--- WHAT THIS TASK INVOLVES ---
What you submit must be an exact copy of the listing below, with no images in it.

--- SUPPLIED MATERIAL ---
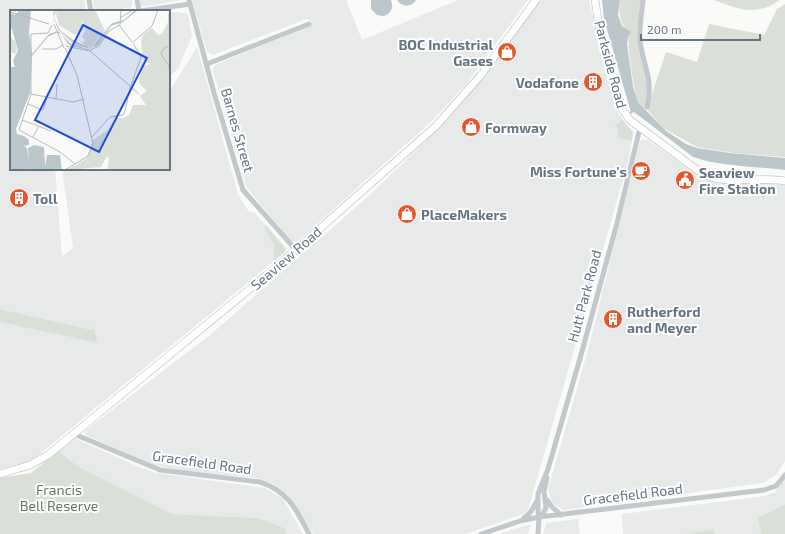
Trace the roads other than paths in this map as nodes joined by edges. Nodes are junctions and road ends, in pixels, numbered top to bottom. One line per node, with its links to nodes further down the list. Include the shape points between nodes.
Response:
1 (89, 0): 7 (street)
2 (137, 0): 8 (street)
3 (536, 0): 15 (main road, Seaview Road, via 481,75 442,120)
4 (595, 0): 13 (main road, Parkside Road, via 599,27 622,109)
5 (643, 0): 12 (street, via 640,34 650,80)
6 (190, 2): 9 (street); 11 (street, Barnes Street)
7 (91, 10)
8 (140, 10)
9 (146, 10)
10 (309, 24): 11 (street)
11 (208, 64): 15 (street, Barnes Street, via 214,93 245,192)
12 (647, 107)
13 (640, 128): 14 (main road, Parkside Road, via 708,176 742,182 768,179); 17 (street, Hutt Park Road, via 616,227)
14 (785, 181)
15 (296, 250): 16 (main road, Seaview Road)
16 (74, 434): 18 (main road, Seaview Road, via 41,460 24,468); 25 (street, Gracefield Road, via 160,470 270,485 290,500)
17 (548, 469): 20 (street, Hutt Park Road); 21 (street, Hutt Park Road)
18 (0, 474)
19 (785, 475): 22 (street, Gracefield Road, via 776,486 764,490)
20 (545, 496): 22 (street); 23 (street, Hutt Park Road, via 546,508)
21 (538, 499): 23 (street, Hutt Park Road); 24 (street, Hutt Park Road, via 530,513)
22 (561, 515): 23 (street, Gracefield Road)
23 (540, 517): 24 (street, Gracefield Road); 27 (street)
24 (520, 521): 26 (street, Gracefield Road)
25 (309, 534)
26 (481, 534)
27 (538, 534)

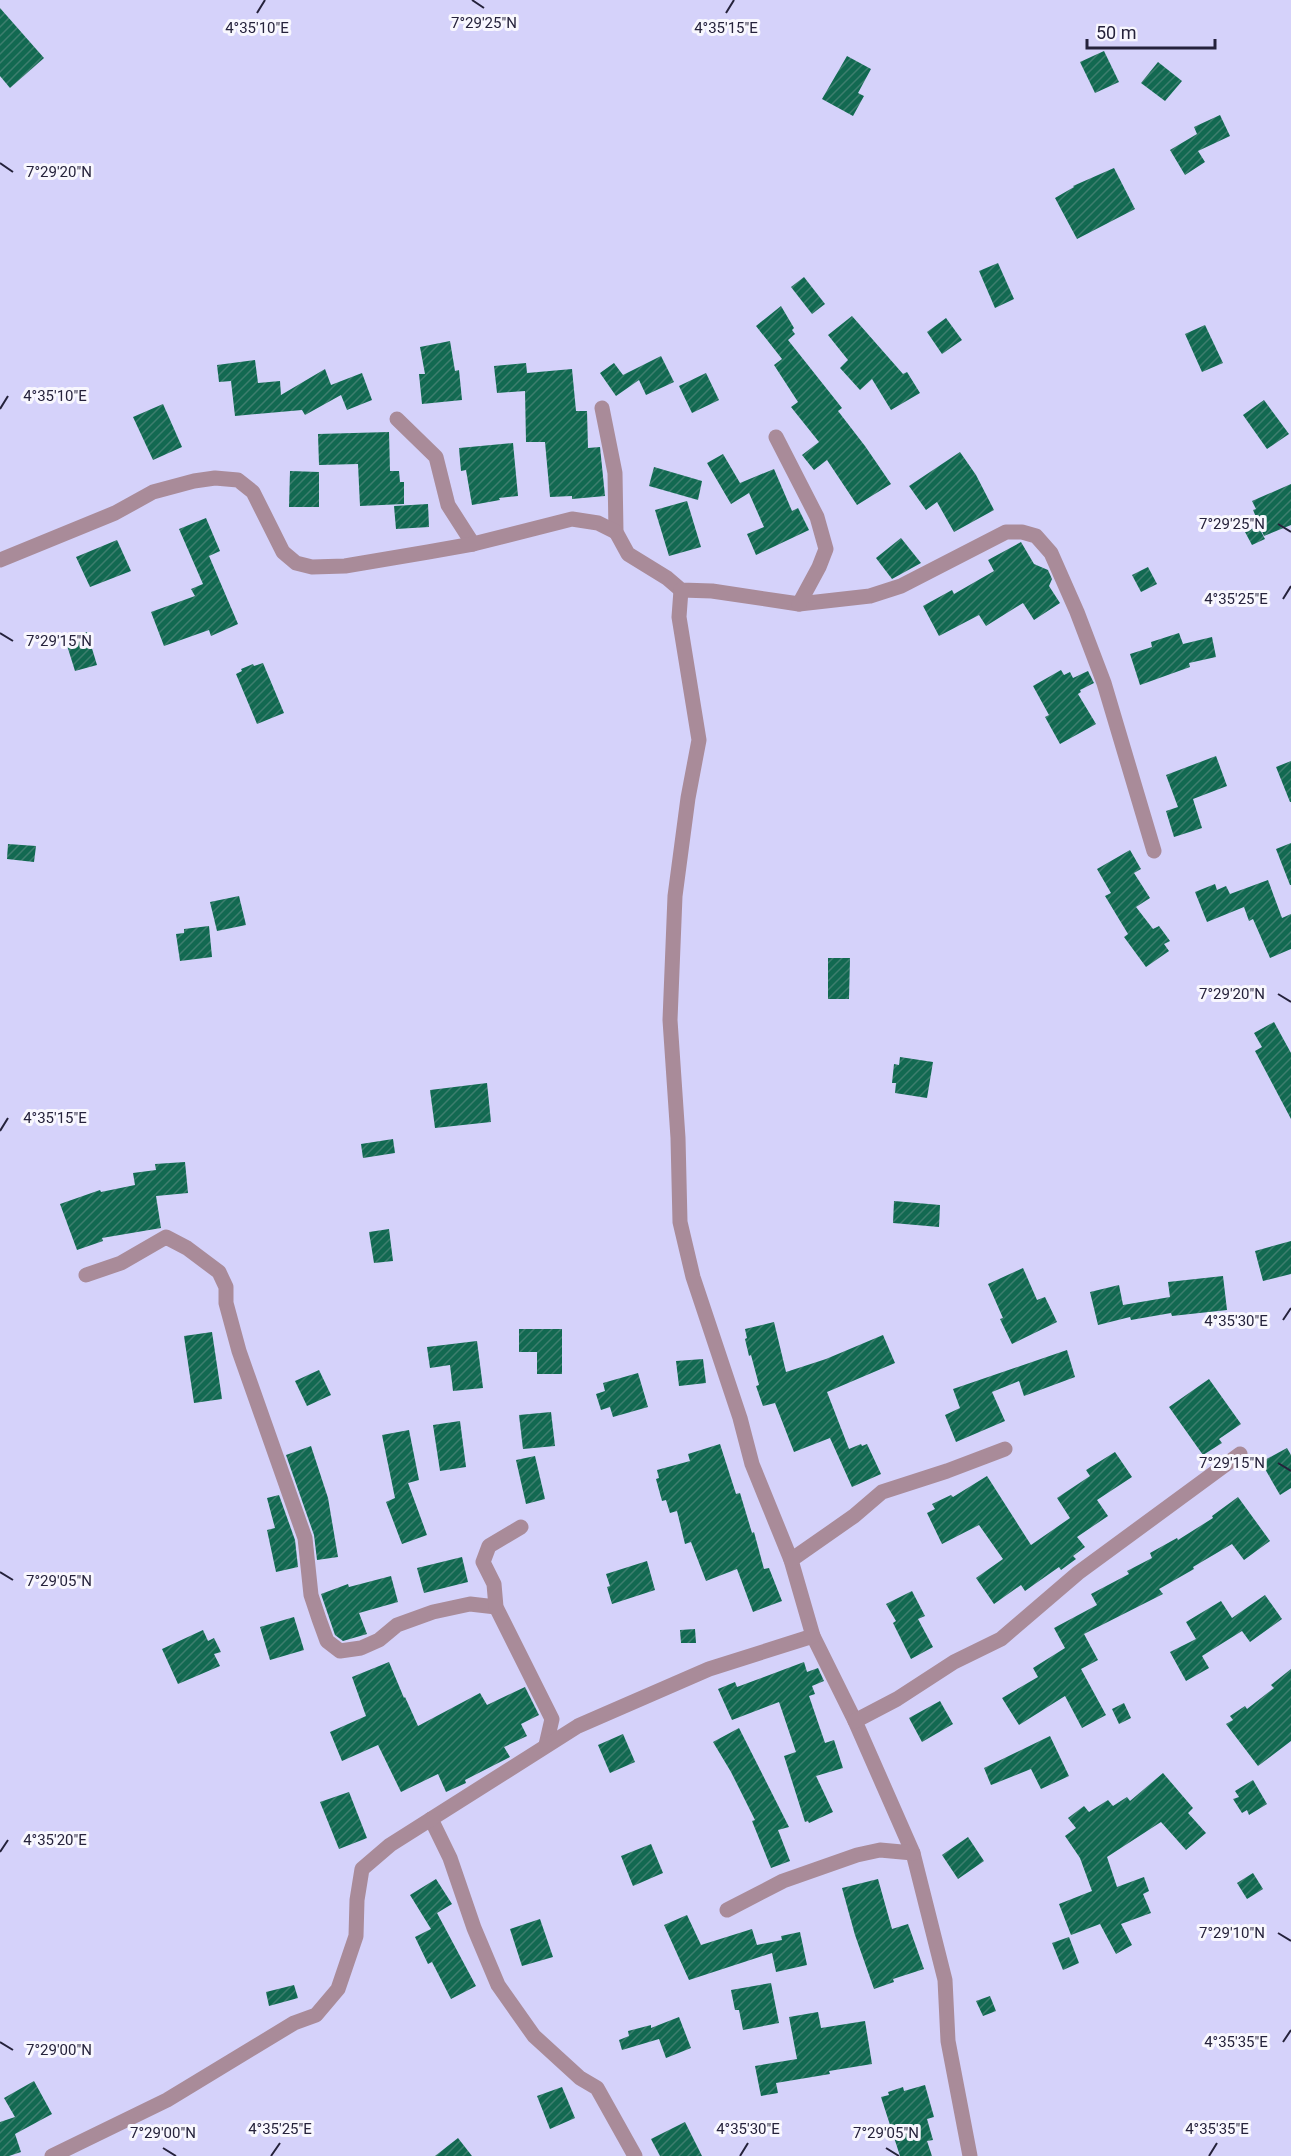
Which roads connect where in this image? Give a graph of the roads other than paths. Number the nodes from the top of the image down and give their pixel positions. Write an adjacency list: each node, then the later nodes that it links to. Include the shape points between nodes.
1 (602, 408): 4 (street, via 615,472)
2 (397, 419): 5 (street, via 435,457 448,505)
3 (776, 437): 8 (street, via 817,517 826,549)
4 (616, 532): 5 (street, via 598,523 572,519); 7 (street, via 628,554)
5 (473, 544): 6 (street, via 345,566 312,567 296,563 283,552 253,492 238,480 215,478 153,492)
6 (0, 560)
7 (681, 590): 8 (street); 14 (street, via 679,617 699,740 675,896 670,1020 680,1222 693,1277 752,1464)
8 (799, 604): 9 (street, via 870,596 901,586 1006,532 1036,536 1051,553 1085,632)
9 (1154, 851)
10 (86, 1275): 15 (street, via 121,1263 166,1237 219,1272 226,1287 234,1334 305,1538 311,1595 327,1641 340,1651 361,1648 397,1625 433,1612 470,1604)
11 (1005, 1449): 14 (street, via 882,1492)
12 (1240, 1454): 18 (street, via 1078,1574 1000,1639)
13 (522, 1527): 15 (street, via 489,1546 485,1554 483,1562 494,1584)
14 (791, 1560): 16 (street)
15 (496, 1607): 17 (street)
16 (813, 1636): 18 (street); 19 (street, via 709,1669)
17 (552, 1719): 19 (street); 20 (street)
18 (855, 1721): 22 (street)
19 (578, 1726): 20 (street)
20 (546, 1745): 21 (street)
21 (431, 1819): 24 (street, via 390,1845 362,1869 356,1936 338,1989 316,2014 294,2023 167,2100); 25 (street, via 450,1857 498,1985 534,2036 580,2078 597,2088)
22 (913, 1853): 23 (street, via 880,1850 857,1855 783,1881); 26 (street, via 945,1980 948,2041)
23 (727, 1910)
24 (52, 2156)
25 (635, 2156)
26 (970, 2156)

--- ANSWER TO THE PROBLEM ---
Trace the roads other than paths in this map as nodes joined by edges. Nodes are junctions and road ends, in pixels, numbered top to bottom. One line per node, with its links to nodes further down the list. Include the shape points between nodes.
Response:
1 (89, 0): 7 (street)
2 (137, 0): 8 (street)
3 (536, 0): 15 (main road, Seaview Road, via 481,75 442,120)
4 (595, 0): 13 (main road, Parkside Road, via 599,27 622,109)
5 (643, 0): 12 (street, via 640,34 650,80)
6 (190, 2): 9 (street); 11 (street, Barnes Street)
7 (91, 10)
8 (140, 10)
9 (146, 10)
10 (309, 24): 11 (street)
11 (208, 64): 15 (street, Barnes Street, via 214,93 245,192)
12 (647, 107)
13 (640, 128): 14 (main road, Parkside Road, via 708,176 742,182 768,179); 17 (street, Hutt Park Road, via 616,227)
14 (785, 181)
15 (296, 250): 16 (main road, Seaview Road)
16 (74, 434): 18 (main road, Seaview Road, via 41,460 24,468); 25 (street, Gracefield Road, via 160,470 270,485 290,500)
17 (548, 469): 20 (street, Hutt Park Road); 21 (street, Hutt Park Road)
18 (0, 474)
19 (785, 475): 22 (street, Gracefield Road, via 776,486 764,490)
20 (545, 496): 22 (street); 23 (street, Hutt Park Road, via 546,508)
21 (538, 499): 23 (street, Hutt Park Road); 24 (street, Hutt Park Road, via 530,513)
22 (561, 515): 23 (street, Gracefield Road)
23 (540, 517): 24 (street, Gracefield Road); 27 (street)
24 (520, 521): 26 (street, Gracefield Road)
25 (309, 534)
26 (481, 534)
27 (538, 534)

Which roads connect where in this image? Give a graph of the roads other than paths. Number the nodes from the top of the image down and give their pixel positions. Write an adjacency list: each node, then the later nodes that it links to. Include the shape points between nodes.
1 (602, 408): 4 (street, via 615,472)
2 (397, 419): 5 (street, via 435,457 448,505)
3 (776, 437): 8 (street, via 817,517 826,549)
4 (616, 532): 5 (street, via 598,523 572,519); 7 (street, via 628,554)
5 (473, 544): 6 (street, via 345,566 312,567 296,563 283,552 253,492 238,480 215,478 153,492)
6 (0, 560)
7 (681, 590): 8 (street); 14 (street, via 679,617 699,740 675,896 670,1020 680,1222 693,1277 752,1464)
8 (799, 604): 9 (street, via 870,596 901,586 1006,532 1036,536 1051,553 1085,632)
9 (1154, 851)
10 (86, 1275): 15 (street, via 121,1263 166,1237 219,1272 226,1287 234,1334 305,1538 311,1595 327,1641 340,1651 361,1648 397,1625 433,1612 470,1604)
11 (1005, 1449): 14 (street, via 882,1492)
12 (1240, 1454): 18 (street, via 1078,1574 1000,1639)
13 (522, 1527): 15 (street, via 489,1546 485,1554 483,1562 494,1584)
14 (791, 1560): 16 (street)
15 (496, 1607): 17 (street)
16 (813, 1636): 18 (street); 19 (street, via 709,1669)
17 (552, 1719): 19 (street); 20 (street)
18 (855, 1721): 22 (street)
19 (578, 1726): 20 (street)
20 (546, 1745): 21 (street)
21 (431, 1819): 24 (street, via 390,1845 362,1869 356,1936 338,1989 316,2014 294,2023 167,2100); 25 (street, via 450,1857 498,1985 534,2036 580,2078 597,2088)
22 (913, 1853): 23 (street, via 880,1850 857,1855 783,1881); 26 (street, via 945,1980 948,2041)
23 (727, 1910)
24 (52, 2156)
25 (635, 2156)
26 (970, 2156)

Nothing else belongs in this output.